Every record must be given again word for word; no picture belongs in the copy.

[INPUT — start]

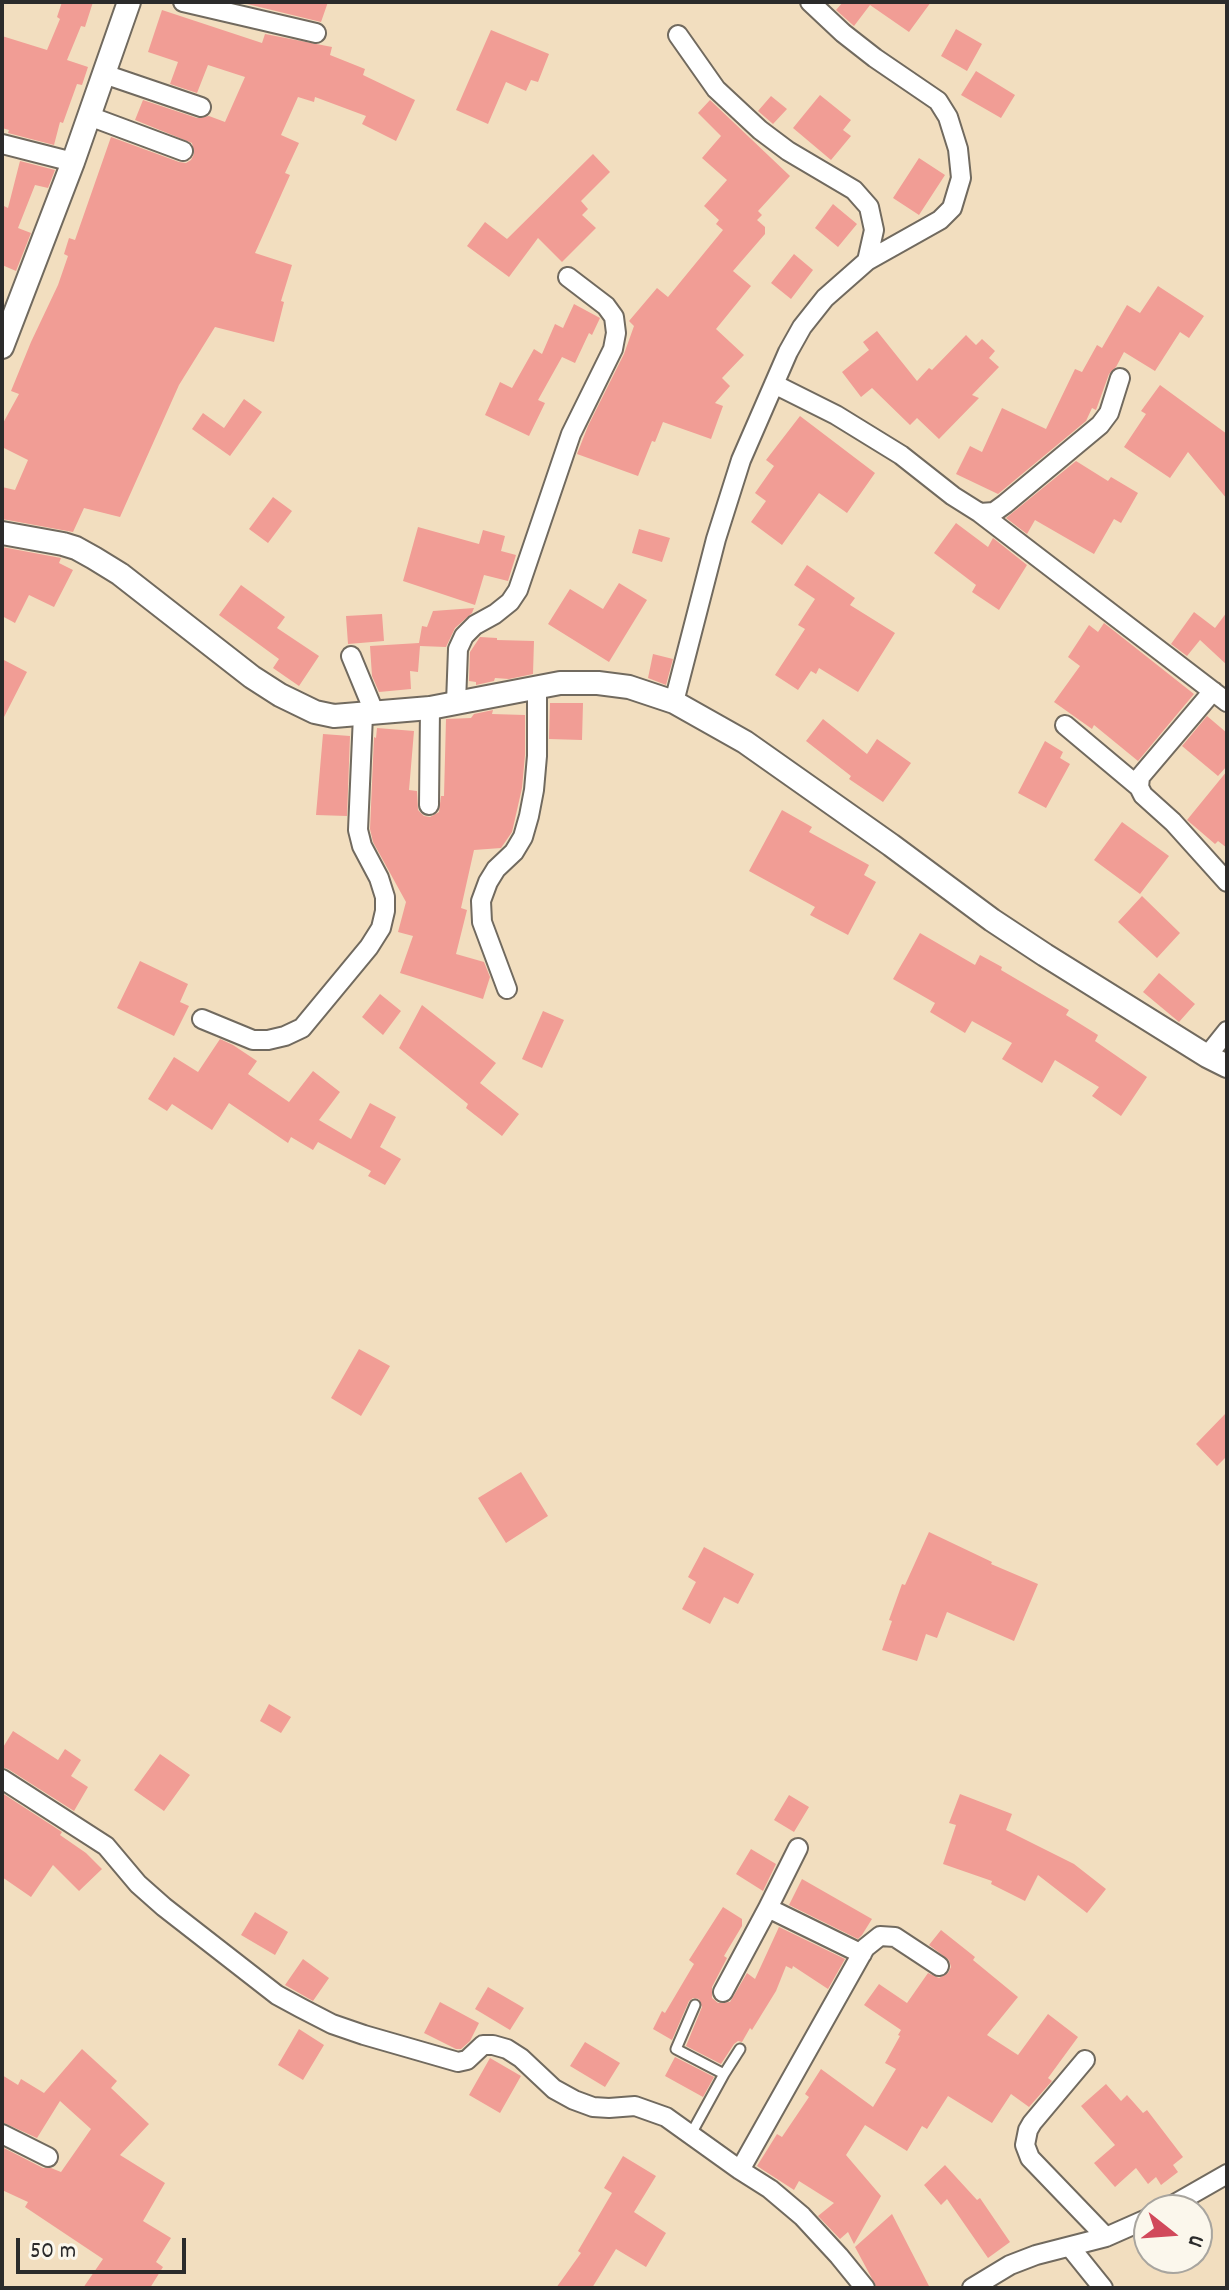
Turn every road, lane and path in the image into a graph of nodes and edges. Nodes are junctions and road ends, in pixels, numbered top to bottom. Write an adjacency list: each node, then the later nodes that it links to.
1 (129, 2): 6 (street)
2 (183, 2): 4 (street)
3 (815, 4): 12 (street)
4 (316, 33)
5 (678, 35): 12 (street)
6 (104, 74): 7 (street); 8 (street)
7 (201, 107)
8 (89, 116): 10 (street); 11 (street)
9 (2, 144): 11 (street)
10 (183, 151)
11 (73, 162): 14 (street)
12 (867, 261): 16 (street)
13 (568, 277): 23 (street)
14 (2, 345)
15 (1120, 378): 17 (street)
16 (774, 384): 17 (street); 22 (street)
17 (980, 513): 21 (street)
18 (2, 533): 25 (street)
19 (351, 656): 25 (street)
20 (537, 688): 22 (street); 23 (street); 30 (street)
21 (1220, 696): 27 (street)
22 (674, 702): 33 (street)
23 (456, 703): 24 (street)
24 (430, 708): 25 (street); 28 (street)
25 (369, 714): 31 (street)
26 (1065, 725): 27 (street)
27 (1139, 787): 29 (street)
28 (429, 805)
29 (1227, 882)
30 (507, 989)
31 (202, 1019)
32 (1227, 1031): 33 (street)
33 (1207, 1056): 34 (street)
34 (1227, 1066)
35 (2, 1779): 46 (street)
36 (798, 1848): 37 (street)
37 (768, 1908): 38 (street); 40 (street)
38 (862, 1954): 39 (street); 48 (street)
39 (939, 1966)
40 (723, 1992)
41 (695, 2005): 44 (lane)
42 (740, 2049): 44 (lane)
43 (1085, 2060): 52 (street)
44 (724, 2074): 46 (lane)
45 (2, 2134): 47 (street)
46 (691, 2134): 48 (street)
47 (48, 2157)
48 (740, 2170): 54 (street)
49 (1227, 2174): 50 (street)
50 (1192, 2194)
51 (1133, 2225): 52 (street)
52 (1106, 2237): 53 (street)
53 (1070, 2247): 55 (street); 56 (street)
54 (865, 2288)
55 (972, 2288)
56 (1103, 2288)

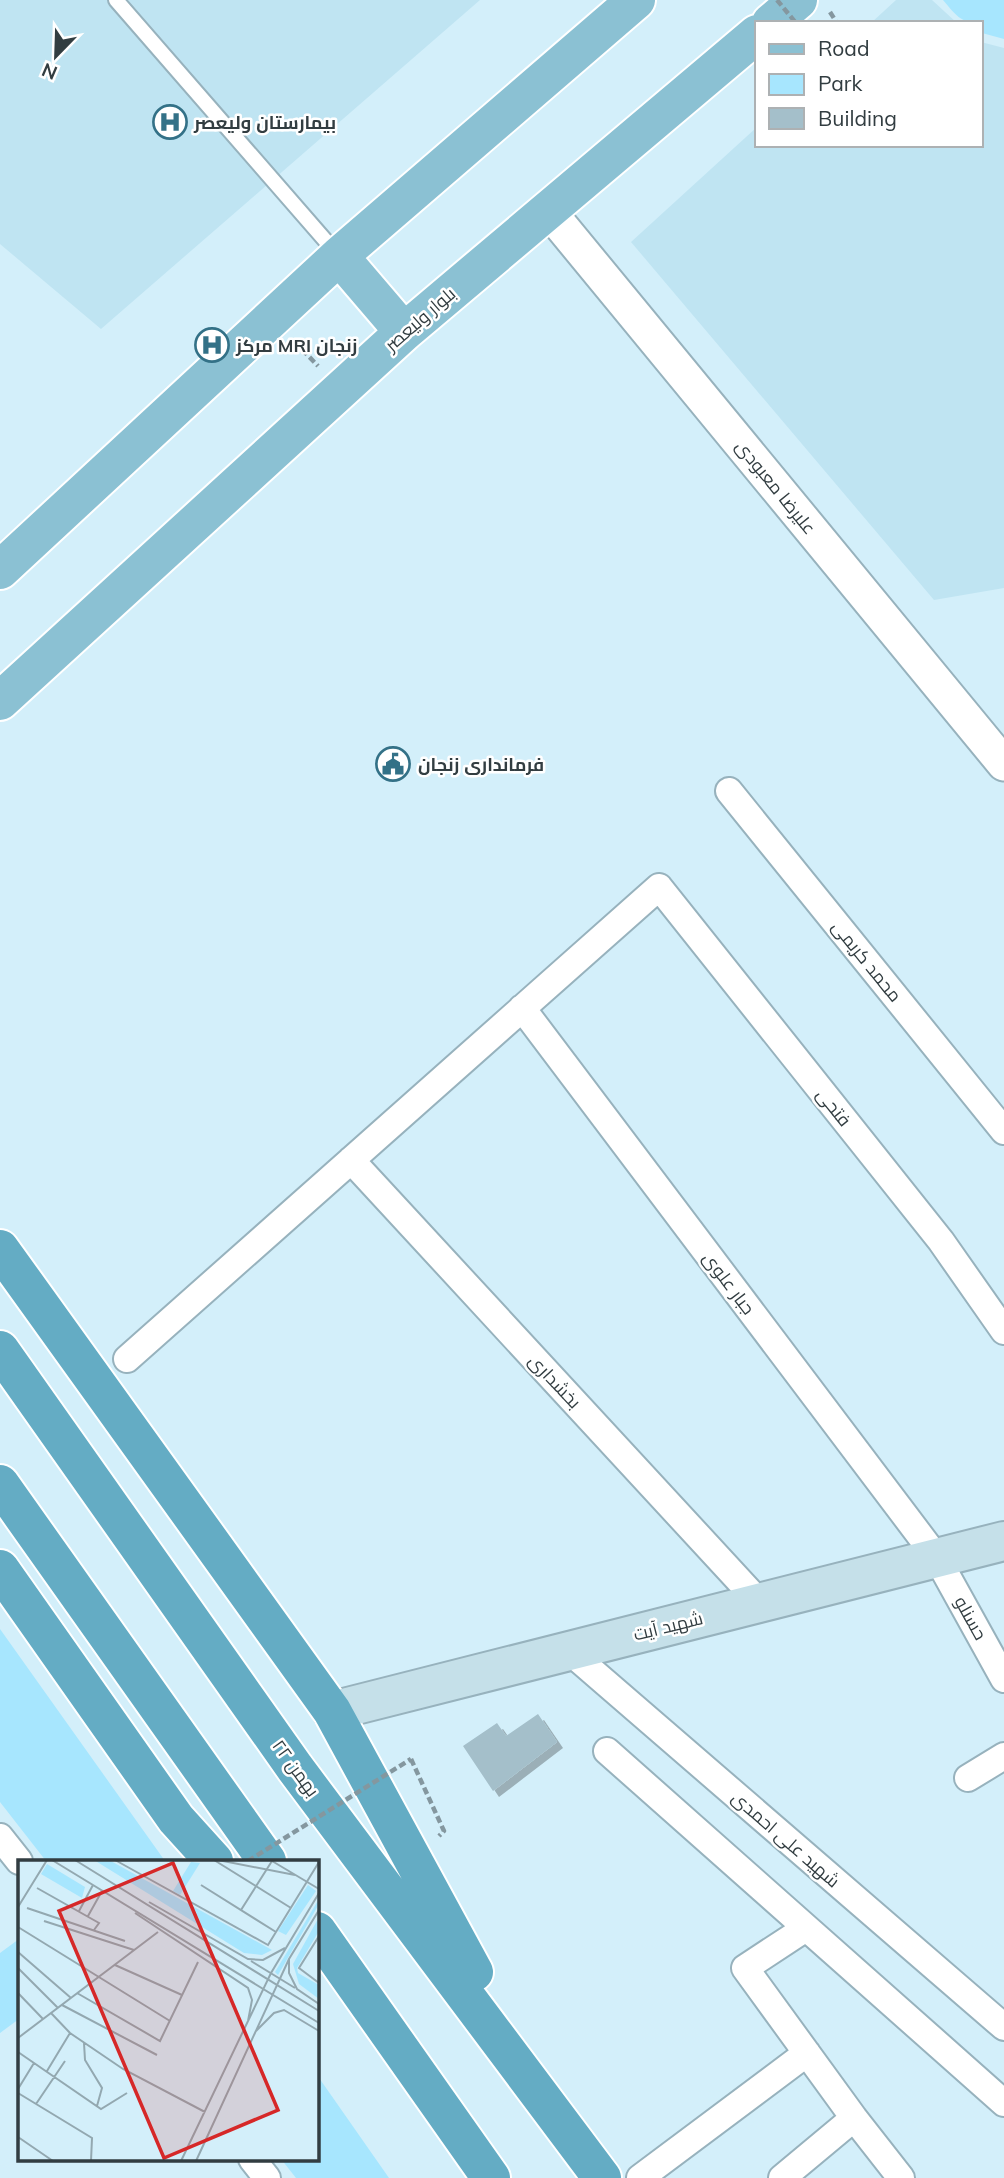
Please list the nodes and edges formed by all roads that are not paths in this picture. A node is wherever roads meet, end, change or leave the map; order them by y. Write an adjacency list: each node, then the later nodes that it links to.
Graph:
1 (116, 0): 7 (lane)
2 (636, 0): 7 (main road)
3 (798, 0): 4 (main road)
4 (773, 21)
5 (755, 36): 6 (main road, بلوار ولیعصر)
6 (548, 210): 8 (main road, بلوار ولیعصر); 11 (street, علیرضا معبودی)
7 (339, 256): 8 (main road); 9 (main road)
8 (404, 332): 10 (main road, بلوار ولیعصر)
9 (0, 570)
10 (0, 701)
11 (1004, 764)
12 (729, 791): 14 (street, محمد کریمی)
13 (522, 1008): 15 (street); 17 (street, فتحی); 22 (street, جبار علوی)
14 (1004, 1131)
15 (351, 1160): 19 (street); 24 (street, بخشداری)
16 (0, 1249): 27 (highway)
17 (1004, 1331)
18 (0, 1350): 40 (highway, ۲۲ بهمن)
19 (127, 1359)
20 (0, 1484): 34 (highway)
21 (1004, 1541): 22 (main road, شهید آیت)
22 (937, 1558): 24 (main road, شهید آیت); 26 (street, حسنلو)
23 (0, 1569): 33 (highway)
24 (760, 1603): 25 (main road, شهید آیت)
25 (569, 1651): 27 (main road, شهید آیت); 38 (street, شهید علی احمدی)
26 (1004, 1679)
27 (332, 1711): 40 (highway)
28 (607, 1751): 35 (street)
29 (1004, 1756): 30 (street)
30 (968, 1778)
31 (0, 1836): 32 (street)
32 (18, 1860)
33 (213, 1860)
34 (266, 1860)
35 (806, 1928): 39 (street); 41 (street)
36 (318, 1932): 44 (highway)
37 (318, 1978): 44 (highway)
38 (1004, 2027)
39 (807, 2053): 42 (street); 47 (street)
40 (537, 2088): 46 (highway, ۲۲ بهمن)
41 (1004, 2104)
42 (854, 2118): 48 (street); 49 (street)
43 (253, 2160): 45 (street)
44 (484, 2167)
45 (267, 2178)
46 (602, 2178)
47 (640, 2178)
48 (782, 2178)
49 (901, 2178)

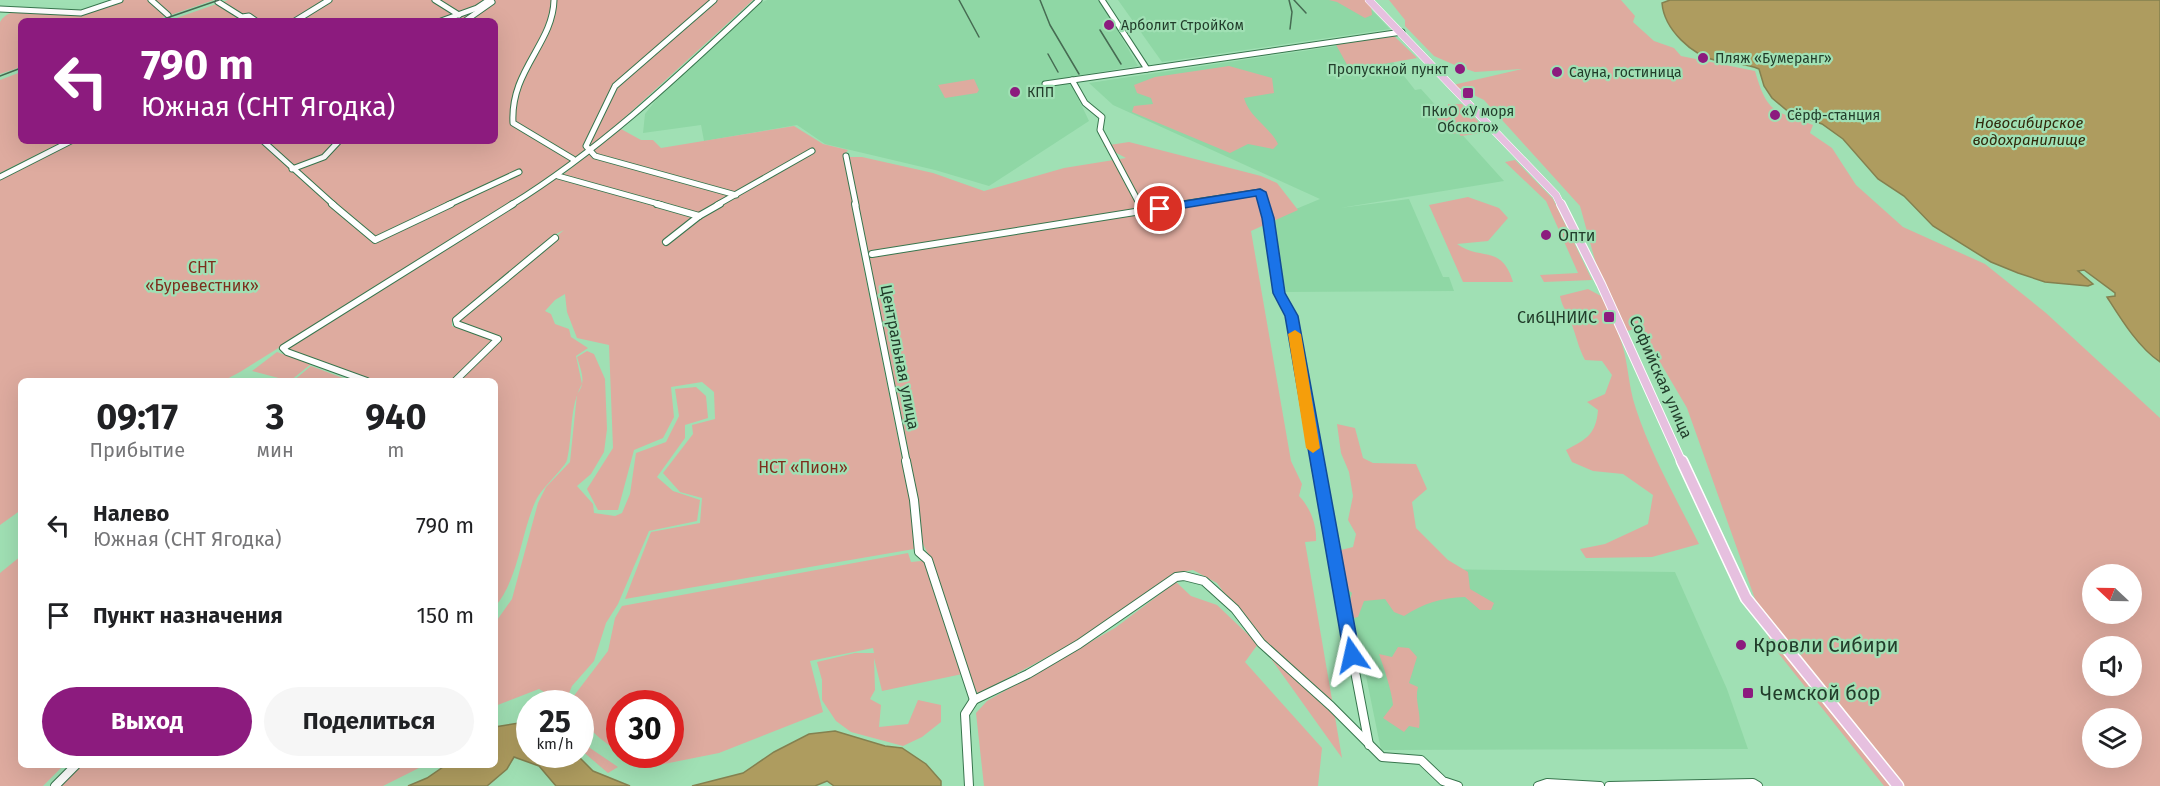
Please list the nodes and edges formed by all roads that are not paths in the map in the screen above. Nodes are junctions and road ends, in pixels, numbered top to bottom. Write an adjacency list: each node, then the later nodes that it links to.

[INPUT — finish]

RESULT OF THE EXERCISE:
Turn every road, lane and path in the image into a graph of nodes and edges. Nodes are junctions and road ends, in pixels, numbered top to bottom. Write an adjacency list: each node, then the later nodes that it links to.
1 (129, 2): 6 (street)
2 (183, 2): 4 (street)
3 (815, 4): 12 (street)
4 (316, 33)
5 (678, 35): 12 (street)
6 (104, 74): 7 (street); 8 (street)
7 (201, 107)
8 (89, 116): 10 (street); 11 (street)
9 (2, 144): 11 (street)
10 (183, 151)
11 (73, 162): 14 (street)
12 (867, 261): 16 (street)
13 (568, 277): 23 (street)
14 (2, 345)
15 (1120, 378): 17 (street)
16 (774, 384): 17 (street); 22 (street)
17 (980, 513): 21 (street)
18 (2, 533): 25 (street)
19 (351, 656): 25 (street)
20 (537, 688): 22 (street); 23 (street); 30 (street)
21 (1220, 696): 27 (street)
22 (674, 702): 33 (street)
23 (456, 703): 24 (street)
24 (430, 708): 25 (street); 28 (street)
25 (369, 714): 31 (street)
26 (1065, 725): 27 (street)
27 (1139, 787): 29 (street)
28 (429, 805)
29 (1227, 882)
30 (507, 989)
31 (202, 1019)
32 (1227, 1031): 33 (street)
33 (1207, 1056): 34 (street)
34 (1227, 1066)
35 (2, 1779): 46 (street)
36 (798, 1848): 37 (street)
37 (768, 1908): 38 (street); 40 (street)
38 (862, 1954): 39 (street); 48 (street)
39 (939, 1966)
40 (723, 1992)
41 (695, 2005): 44 (lane)
42 (740, 2049): 44 (lane)
43 (1085, 2060): 52 (street)
44 (724, 2074): 46 (lane)
45 (2, 2134): 47 (street)
46 (691, 2134): 48 (street)
47 (48, 2157)
48 (740, 2170): 54 (street)
49 (1227, 2174): 50 (street)
50 (1192, 2194)
51 (1133, 2225): 52 (street)
52 (1106, 2237): 53 (street)
53 (1070, 2247): 55 (street); 56 (street)
54 (865, 2288)
55 (972, 2288)
56 (1103, 2288)

Please list the nodes and edges formed by all roads that are not paths in this picture. A node is wherever roads meet, end, change or leave the map; order them by y. Write an adjacency list: each node, then the later nodes that it links to.
Graph:
1 (116, 0): 7 (lane)
2 (636, 0): 7 (main road)
3 (798, 0): 4 (main road)
4 (773, 21)
5 (755, 36): 6 (main road, بلوار ولیعصر)
6 (548, 210): 8 (main road, بلوار ولیعصر); 11 (street, علیرضا معبودی)
7 (339, 256): 8 (main road); 9 (main road)
8 (404, 332): 10 (main road, بلوار ولیعصر)
9 (0, 570)
10 (0, 701)
11 (1004, 764)
12 (729, 791): 14 (street, محمد کریمی)
13 (522, 1008): 15 (street); 17 (street, فتحی); 22 (street, جبار علوی)
14 (1004, 1131)
15 (351, 1160): 19 (street); 24 (street, بخشداری)
16 (0, 1249): 27 (highway)
17 (1004, 1331)
18 (0, 1350): 40 (highway, ۲۲ بهمن)
19 (127, 1359)
20 (0, 1484): 34 (highway)
21 (1004, 1541): 22 (main road, شهید آیت)
22 (937, 1558): 24 (main road, شهید آیت); 26 (street, حسنلو)
23 (0, 1569): 33 (highway)
24 (760, 1603): 25 (main road, شهید آیت)
25 (569, 1651): 27 (main road, شهید آیت); 38 (street, شهید علی احمدی)
26 (1004, 1679)
27 (332, 1711): 40 (highway)
28 (607, 1751): 35 (street)
29 (1004, 1756): 30 (street)
30 (968, 1778)
31 (0, 1836): 32 (street)
32 (18, 1860)
33 (213, 1860)
34 (266, 1860)
35 (806, 1928): 39 (street); 41 (street)
36 (318, 1932): 44 (highway)
37 (318, 1978): 44 (highway)
38 (1004, 2027)
39 (807, 2053): 42 (street); 47 (street)
40 (537, 2088): 46 (highway, ۲۲ بهمن)
41 (1004, 2104)
42 (854, 2118): 48 (street); 49 (street)
43 (253, 2160): 45 (street)
44 (484, 2167)
45 (267, 2178)
46 (602, 2178)
47 (640, 2178)
48 (782, 2178)
49 (901, 2178)

Please list the nodes and edges formed by all roads that are not paths in the map in the screen above. Nodes are junctions and road ends, in pixels, numbered top to bottom. Write an adjacency list: each node, then the later nodes that it links to.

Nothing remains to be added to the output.